▶ [Assignment]
Within the records below is a range that opens at the line with "font-size:20px; font-style:normal; color:#747a83" and closes at the line with "fill:#7bc684; stroke:#4e7460; stroke-width:1.5". Return that range word for word, both ends included, and only that range.

▶ [Data]
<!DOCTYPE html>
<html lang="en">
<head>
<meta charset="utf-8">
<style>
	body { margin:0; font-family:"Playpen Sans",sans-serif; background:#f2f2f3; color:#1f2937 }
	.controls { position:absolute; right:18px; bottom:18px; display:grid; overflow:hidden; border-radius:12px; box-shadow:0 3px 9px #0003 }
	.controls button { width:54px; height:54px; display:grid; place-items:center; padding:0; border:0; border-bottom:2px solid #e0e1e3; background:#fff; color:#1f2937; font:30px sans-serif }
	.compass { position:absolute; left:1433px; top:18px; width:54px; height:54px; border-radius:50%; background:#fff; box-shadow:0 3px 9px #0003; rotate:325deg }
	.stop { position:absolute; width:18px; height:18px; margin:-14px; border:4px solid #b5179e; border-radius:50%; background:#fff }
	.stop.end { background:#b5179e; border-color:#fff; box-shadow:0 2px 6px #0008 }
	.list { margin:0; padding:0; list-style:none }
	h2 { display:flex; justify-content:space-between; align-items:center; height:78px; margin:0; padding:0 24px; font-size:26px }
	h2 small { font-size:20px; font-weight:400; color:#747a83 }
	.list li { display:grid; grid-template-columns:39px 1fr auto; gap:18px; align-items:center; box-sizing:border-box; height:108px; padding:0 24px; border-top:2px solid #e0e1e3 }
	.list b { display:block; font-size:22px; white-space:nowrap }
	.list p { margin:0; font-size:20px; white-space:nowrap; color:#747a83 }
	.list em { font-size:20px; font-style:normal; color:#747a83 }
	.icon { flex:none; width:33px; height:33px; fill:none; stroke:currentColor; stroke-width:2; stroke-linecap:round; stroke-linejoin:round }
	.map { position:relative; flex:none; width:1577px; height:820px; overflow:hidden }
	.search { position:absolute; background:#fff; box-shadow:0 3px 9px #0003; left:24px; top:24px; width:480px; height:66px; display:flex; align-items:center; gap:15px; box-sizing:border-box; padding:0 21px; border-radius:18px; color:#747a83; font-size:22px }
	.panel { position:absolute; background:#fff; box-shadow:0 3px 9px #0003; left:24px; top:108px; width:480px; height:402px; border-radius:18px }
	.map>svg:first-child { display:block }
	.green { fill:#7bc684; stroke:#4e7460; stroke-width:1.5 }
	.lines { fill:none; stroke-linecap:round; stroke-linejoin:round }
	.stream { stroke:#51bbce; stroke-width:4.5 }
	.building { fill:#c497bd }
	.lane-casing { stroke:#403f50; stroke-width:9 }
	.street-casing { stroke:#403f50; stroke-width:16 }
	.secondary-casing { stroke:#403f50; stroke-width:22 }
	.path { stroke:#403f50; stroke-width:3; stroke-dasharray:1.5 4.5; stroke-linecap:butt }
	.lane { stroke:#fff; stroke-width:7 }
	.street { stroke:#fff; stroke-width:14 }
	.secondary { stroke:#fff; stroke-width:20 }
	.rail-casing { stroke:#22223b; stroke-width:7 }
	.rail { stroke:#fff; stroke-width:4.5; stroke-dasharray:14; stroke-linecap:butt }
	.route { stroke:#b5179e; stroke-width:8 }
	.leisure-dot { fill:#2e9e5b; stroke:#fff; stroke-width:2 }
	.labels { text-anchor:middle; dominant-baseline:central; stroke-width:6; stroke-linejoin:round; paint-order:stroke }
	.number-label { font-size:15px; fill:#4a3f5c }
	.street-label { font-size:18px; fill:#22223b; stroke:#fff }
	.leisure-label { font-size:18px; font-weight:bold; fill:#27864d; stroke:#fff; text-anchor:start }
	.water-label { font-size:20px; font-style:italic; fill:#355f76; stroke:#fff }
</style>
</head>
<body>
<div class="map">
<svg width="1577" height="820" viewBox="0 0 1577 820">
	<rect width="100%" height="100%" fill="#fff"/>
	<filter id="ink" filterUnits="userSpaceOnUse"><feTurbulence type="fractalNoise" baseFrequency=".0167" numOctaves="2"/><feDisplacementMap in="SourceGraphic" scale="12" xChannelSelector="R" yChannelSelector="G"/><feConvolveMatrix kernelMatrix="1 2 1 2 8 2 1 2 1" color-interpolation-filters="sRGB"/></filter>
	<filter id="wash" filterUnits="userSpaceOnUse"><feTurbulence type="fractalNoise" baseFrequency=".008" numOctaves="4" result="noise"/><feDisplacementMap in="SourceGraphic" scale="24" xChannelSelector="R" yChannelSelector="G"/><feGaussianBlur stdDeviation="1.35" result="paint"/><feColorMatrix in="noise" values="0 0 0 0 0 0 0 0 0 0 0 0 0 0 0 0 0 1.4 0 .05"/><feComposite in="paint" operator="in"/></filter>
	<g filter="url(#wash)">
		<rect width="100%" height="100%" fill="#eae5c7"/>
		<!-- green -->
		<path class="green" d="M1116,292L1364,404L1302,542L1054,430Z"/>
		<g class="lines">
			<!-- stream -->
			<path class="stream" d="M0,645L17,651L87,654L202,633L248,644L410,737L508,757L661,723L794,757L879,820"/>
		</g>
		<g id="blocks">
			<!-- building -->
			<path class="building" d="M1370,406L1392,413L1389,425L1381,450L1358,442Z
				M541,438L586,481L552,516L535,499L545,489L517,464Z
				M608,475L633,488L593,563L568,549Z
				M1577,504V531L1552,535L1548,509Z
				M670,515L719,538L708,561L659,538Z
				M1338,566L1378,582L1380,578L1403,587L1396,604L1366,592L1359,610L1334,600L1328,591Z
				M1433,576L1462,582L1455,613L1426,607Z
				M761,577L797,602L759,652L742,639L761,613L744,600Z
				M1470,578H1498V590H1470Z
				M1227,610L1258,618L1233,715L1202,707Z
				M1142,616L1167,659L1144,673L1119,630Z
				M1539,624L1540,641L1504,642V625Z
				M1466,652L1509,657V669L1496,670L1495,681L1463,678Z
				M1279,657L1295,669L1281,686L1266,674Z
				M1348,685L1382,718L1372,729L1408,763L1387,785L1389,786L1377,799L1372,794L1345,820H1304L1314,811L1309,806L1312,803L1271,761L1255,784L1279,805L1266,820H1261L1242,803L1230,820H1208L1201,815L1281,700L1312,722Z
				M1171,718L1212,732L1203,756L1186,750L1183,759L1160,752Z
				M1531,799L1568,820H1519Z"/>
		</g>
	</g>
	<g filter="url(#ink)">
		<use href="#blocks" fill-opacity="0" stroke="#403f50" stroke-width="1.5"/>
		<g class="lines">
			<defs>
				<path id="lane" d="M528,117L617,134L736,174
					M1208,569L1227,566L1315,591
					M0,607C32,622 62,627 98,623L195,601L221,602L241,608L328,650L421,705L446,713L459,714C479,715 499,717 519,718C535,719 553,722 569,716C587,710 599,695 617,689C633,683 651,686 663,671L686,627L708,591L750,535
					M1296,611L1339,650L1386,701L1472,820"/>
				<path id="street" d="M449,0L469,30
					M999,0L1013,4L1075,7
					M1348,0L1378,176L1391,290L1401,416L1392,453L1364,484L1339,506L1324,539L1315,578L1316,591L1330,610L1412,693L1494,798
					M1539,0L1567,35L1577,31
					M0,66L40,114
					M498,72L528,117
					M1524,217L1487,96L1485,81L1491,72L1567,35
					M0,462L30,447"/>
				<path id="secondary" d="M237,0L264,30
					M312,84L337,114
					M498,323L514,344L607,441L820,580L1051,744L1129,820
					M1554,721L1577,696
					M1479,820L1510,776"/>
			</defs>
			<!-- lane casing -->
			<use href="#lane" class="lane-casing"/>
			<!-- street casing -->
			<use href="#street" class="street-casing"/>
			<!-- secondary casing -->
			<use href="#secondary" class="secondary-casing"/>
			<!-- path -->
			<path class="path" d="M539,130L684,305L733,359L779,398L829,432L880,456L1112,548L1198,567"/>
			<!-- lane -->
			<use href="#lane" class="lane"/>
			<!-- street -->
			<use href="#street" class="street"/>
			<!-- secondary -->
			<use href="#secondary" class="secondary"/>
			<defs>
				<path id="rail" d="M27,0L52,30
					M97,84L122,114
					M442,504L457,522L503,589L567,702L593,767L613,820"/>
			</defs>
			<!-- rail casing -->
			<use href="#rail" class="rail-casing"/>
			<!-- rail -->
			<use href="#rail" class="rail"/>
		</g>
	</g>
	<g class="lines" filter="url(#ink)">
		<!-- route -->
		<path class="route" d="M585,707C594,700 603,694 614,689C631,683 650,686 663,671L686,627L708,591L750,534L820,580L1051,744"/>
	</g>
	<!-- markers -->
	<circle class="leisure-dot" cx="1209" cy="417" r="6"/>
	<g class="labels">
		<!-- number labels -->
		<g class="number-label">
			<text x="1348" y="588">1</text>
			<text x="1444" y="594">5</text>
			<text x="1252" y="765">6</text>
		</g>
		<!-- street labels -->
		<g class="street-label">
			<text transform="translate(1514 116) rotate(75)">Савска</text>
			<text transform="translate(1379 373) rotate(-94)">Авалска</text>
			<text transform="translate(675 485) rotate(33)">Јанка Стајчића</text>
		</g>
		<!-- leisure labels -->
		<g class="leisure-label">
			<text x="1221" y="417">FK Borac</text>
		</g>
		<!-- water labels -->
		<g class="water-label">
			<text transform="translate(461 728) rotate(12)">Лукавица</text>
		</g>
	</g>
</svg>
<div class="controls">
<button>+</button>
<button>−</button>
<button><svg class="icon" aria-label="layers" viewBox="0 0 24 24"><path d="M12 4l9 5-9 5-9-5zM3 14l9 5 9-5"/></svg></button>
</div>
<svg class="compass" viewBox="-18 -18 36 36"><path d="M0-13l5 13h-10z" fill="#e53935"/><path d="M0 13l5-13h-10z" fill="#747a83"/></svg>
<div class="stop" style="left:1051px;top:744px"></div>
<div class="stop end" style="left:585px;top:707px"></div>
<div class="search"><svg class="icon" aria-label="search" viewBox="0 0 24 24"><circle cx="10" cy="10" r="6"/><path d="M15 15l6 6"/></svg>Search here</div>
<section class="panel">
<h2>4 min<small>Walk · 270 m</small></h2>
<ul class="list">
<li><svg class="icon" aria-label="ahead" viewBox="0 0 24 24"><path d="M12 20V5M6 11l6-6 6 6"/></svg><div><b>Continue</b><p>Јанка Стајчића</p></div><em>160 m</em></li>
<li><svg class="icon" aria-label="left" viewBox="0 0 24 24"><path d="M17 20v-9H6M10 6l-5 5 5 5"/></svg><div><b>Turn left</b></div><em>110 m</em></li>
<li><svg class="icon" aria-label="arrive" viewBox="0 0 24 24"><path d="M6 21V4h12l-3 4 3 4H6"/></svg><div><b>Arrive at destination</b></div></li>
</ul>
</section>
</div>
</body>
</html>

▶ [Answer below]
	.list em { font-size:20px; font-style:normal; color:#747a83 }
	.icon { flex:none; width:33px; height:33px; fill:none; stroke:currentColor; stroke-width:2; stroke-linecap:round; stroke-linejoin:round }
	.map { position:relative; flex:none; width:1577px; height:820px; overflow:hidden }
	.search { position:absolute; background:#fff; box-shadow:0 3px 9px #0003; left:24px; top:24px; width:480px; height:66px; display:flex; align-items:center; gap:15px; box-sizing:border-box; padding:0 21px; border-radius:18px; color:#747a83; font-size:22px }
	.panel { position:absolute; background:#fff; box-shadow:0 3px 9px #0003; left:24px; top:108px; width:480px; height:402px; border-radius:18px }
	.map>svg:first-child { display:block }
	.green { fill:#7bc684; stroke:#4e7460; stroke-width:1.5 }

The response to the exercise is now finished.